No description provided.

JiayiFeng · 2018-06-01T08:39:52Z

benchmark/fluid/models/resnet.py

+            "./flowers_1.recordio", "./flowers_1.recordio",
+            "./flowers_1.recordio", "./flowers_1.recordio",
+            "./flowers_1.recordio", "./flowers_1.recordio"
+        ]


file_list = ["./flowers_1.recordio"] * 8

luotao1 · 2018-06-01T08:54:15Z

benchmark/fluid/fluid_benchmark.py

-            train_losses.append(loss)
-            print("Pass: %d, Iter: %d, Loss: %f\n" %
-                  (pass_id, iters, np.mean(train_losses)))
+        if args.use_recordio:


请问use_recordio对CPU训练有效果么？

recordio现在主要是为了加速GPU上数据的读取，对于CPU可能作用不大，并且现在parallel executor还不支持CPU。

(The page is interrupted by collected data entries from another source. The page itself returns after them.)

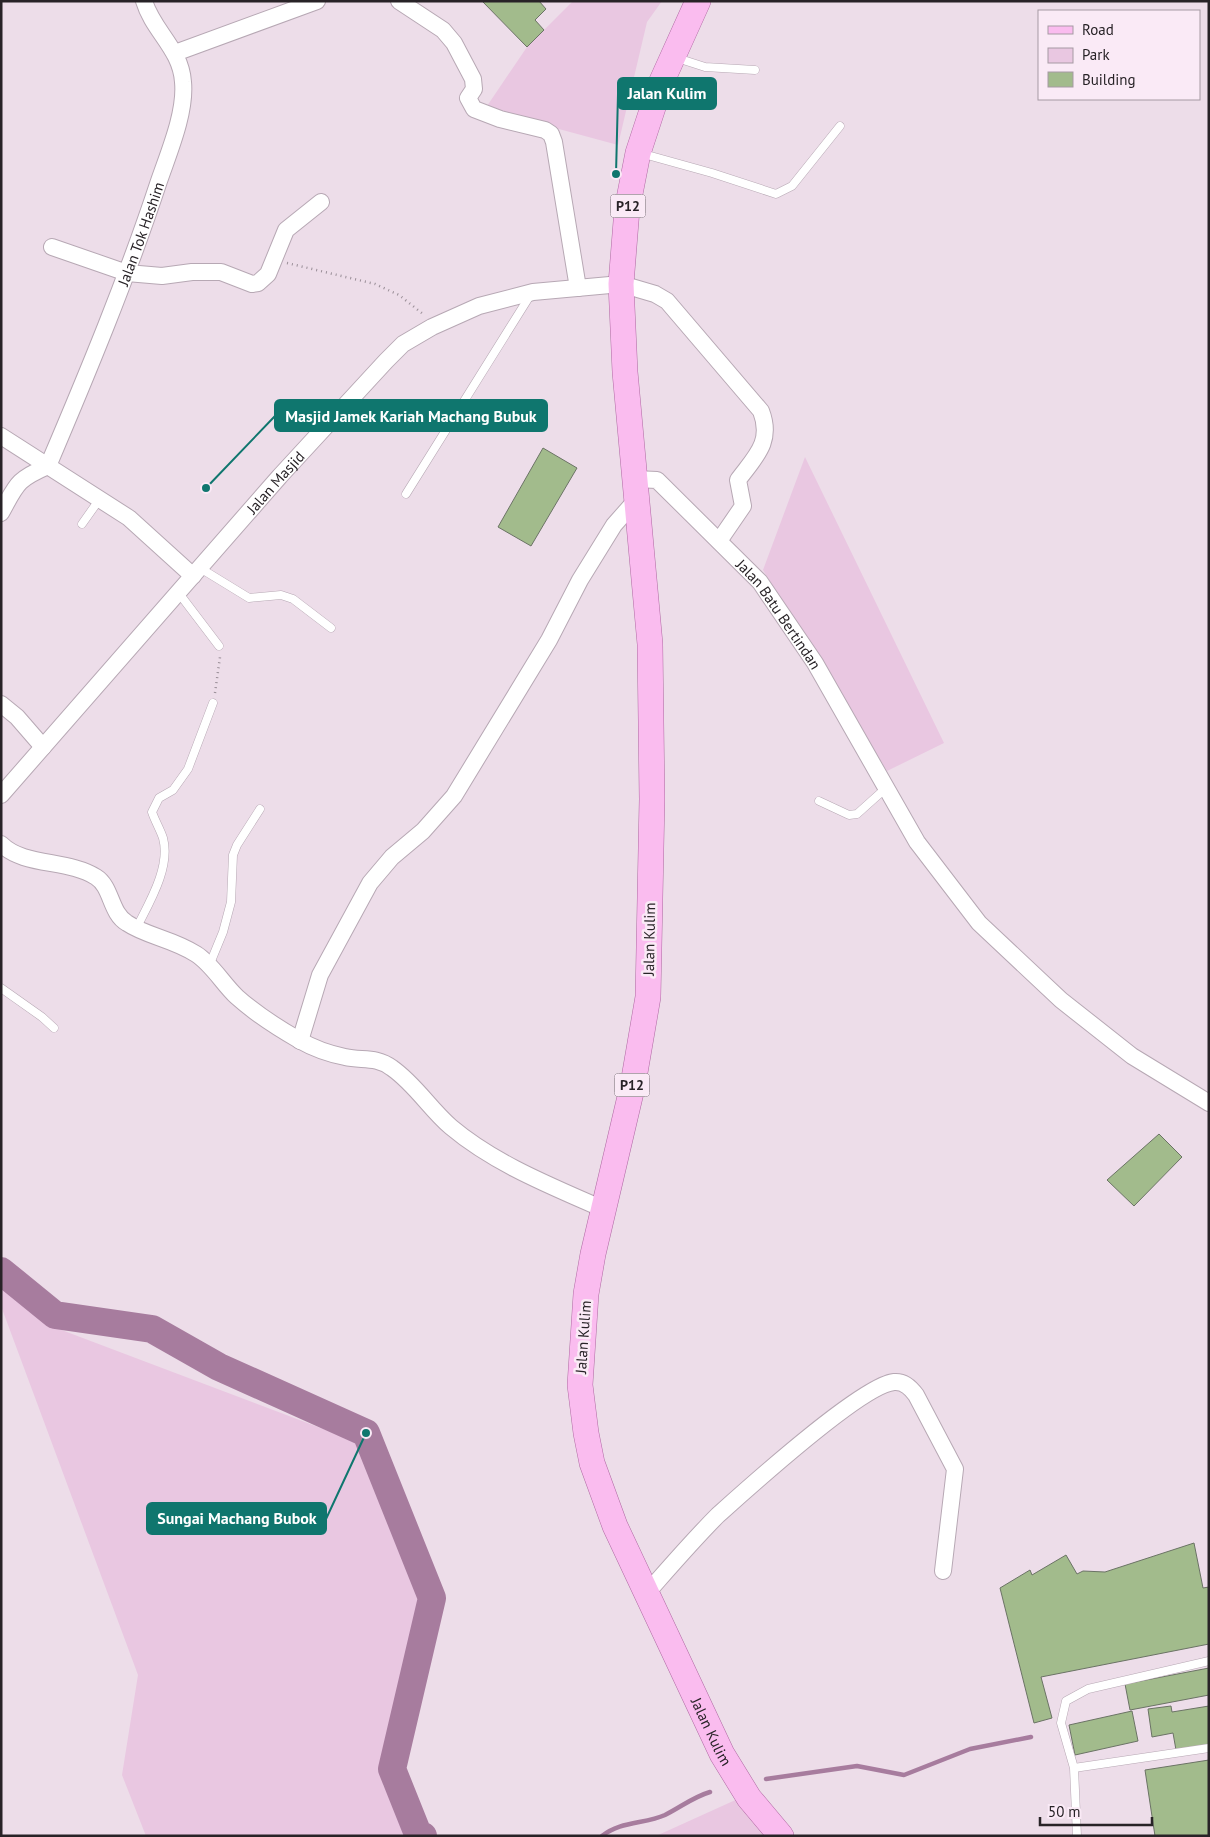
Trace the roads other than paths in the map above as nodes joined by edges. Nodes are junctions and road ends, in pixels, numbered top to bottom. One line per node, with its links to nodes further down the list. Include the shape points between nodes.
1 (144, 1): 5 (street, Jalan Tok Hashim, via 150,17)
2 (317, 1): 5 (street)
3 (399, 1): 14 (street, via 443,30 454,43 473,79 474,89 468,98 474,109 550,134 554,142)
4 (698, 1): 6 (main road, Jalan Kulim / P12)
5 (176, 53): 12 (street, Jalan Tok Hashim, via 184,82 174,138)
6 (672, 57): 7 (lane, via 704,67); 9 (main road, Jalan Kulim / P12)
7 (755, 70)
8 (840, 126): 9 (lane, via 792,186 776,194)
9 (638, 153): 13 (main road, Jalan Kulim / P12, via 627,209)
10 (321, 202): 12 (street, via 286,230 268,274 258,283 252,284 221,272 162,276)
11 (52, 247): 12 (street)
12 (127, 273): 17 (street, Jalan Tok Hashim)
13 (621, 284): 14 (street, Jalan Masjid); 18 (main road, Jalan Kulim / P12); 23 (street, via 667,301 761,411 766,423 758,456 738,480 743,506)
14 (578, 288): 15 (street, Jalan Masjid)
15 (533, 292): 19 (lane); 24 (street, Jalan Masjid, via 479,306 403,344)
16 (1, 436): 17 (street)
17 (48, 466): 20 (street); 21 (street, via 24,476)
18 (636, 489): 23 (street, Jalan Batu Bertindan, via 658,480); 40 (street, via 454,796 370,883 320,975); 42 (main road, Jalan Kulim / P12, via 650,635 648,997 633,1084)
19 (406, 494)
20 (99, 500): 22 (lane); 24 (street, via 129,518)
21 (1, 513)
22 (82, 524)
23 (719, 541): 31 (street, Jalan Batu Bertindan, via 760,582 815,663)
24 (196, 572): 25 (street, Jalan Masjid); 26 (lane, via 249,598 281,595 292,599)
25 (178, 592): 27 (lane); 30 (street, Jalan Masjid)
26 (331, 628)
27 (219, 646)
28 (213, 703): 36 (lane, via 188,769 173,790 160,798 152,812 163,838 164,859)
29 (1, 704): 30 (street)
30 (44, 747): 32 (street, Jalan Masjid)
31 (887, 786): 33 (lane, via 856,814 849,815); 41 (street, Jalan Batu Bertindan, via 917,842 979,923 1061,1000 1132,1056)
32 (1, 795)
33 (819, 801)
34 (260, 809): 37 (lane, via 233,855 231,902)
35 (1, 844): 36 (street, via 25,858 81,869 98,878 120,919)
36 (137, 928): 37 (street, via 175,941)
37 (209, 966): 40 (street, via 258,1014)
38 (1, 988): 39 (lane)
39 (54, 1028)
40 (300, 1041): 42 (street, via 346,1058 367,1058 391,1067 449,1125 503,1163)
41 (1209, 1103)
42 (604, 1209): 44 (main road, Jalan Kulim / P12, via 586,1294 580,1385 592,1463 615,1526)
43 (943, 1571): 44 (street, via 955,1469 916,1395 908,1386 896,1382 883,1385 842,1410 718,1516)
44 (646, 1594): 48 (main road, Jalan Kulim / P12, via 722,1754 749,1798)
45 (1209, 1661): 47 (lane, via 1088,1689 1066,1701 1060,1723)
46 (1209, 1748): 47 (lane)
47 (1074, 1768): 49 (lane)
48 (781, 1836)
49 (1077, 1836)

guochaorong · 2018-06-03T09:19:51Z

benchmark/fluid/fluid_benchmark.py

-        for batch_id, data in enumerate(train_reader()):
+    train_losses = []
+    if args.use_recordio:
+        pass_id = 0


成舵老师， use_recordio 场景只是想训练1个pass 么？

用recordio乐意训练很多个pass的，只是需要训练多少个pass是在这里指定的，这里的pass_id其实是没有什么用的。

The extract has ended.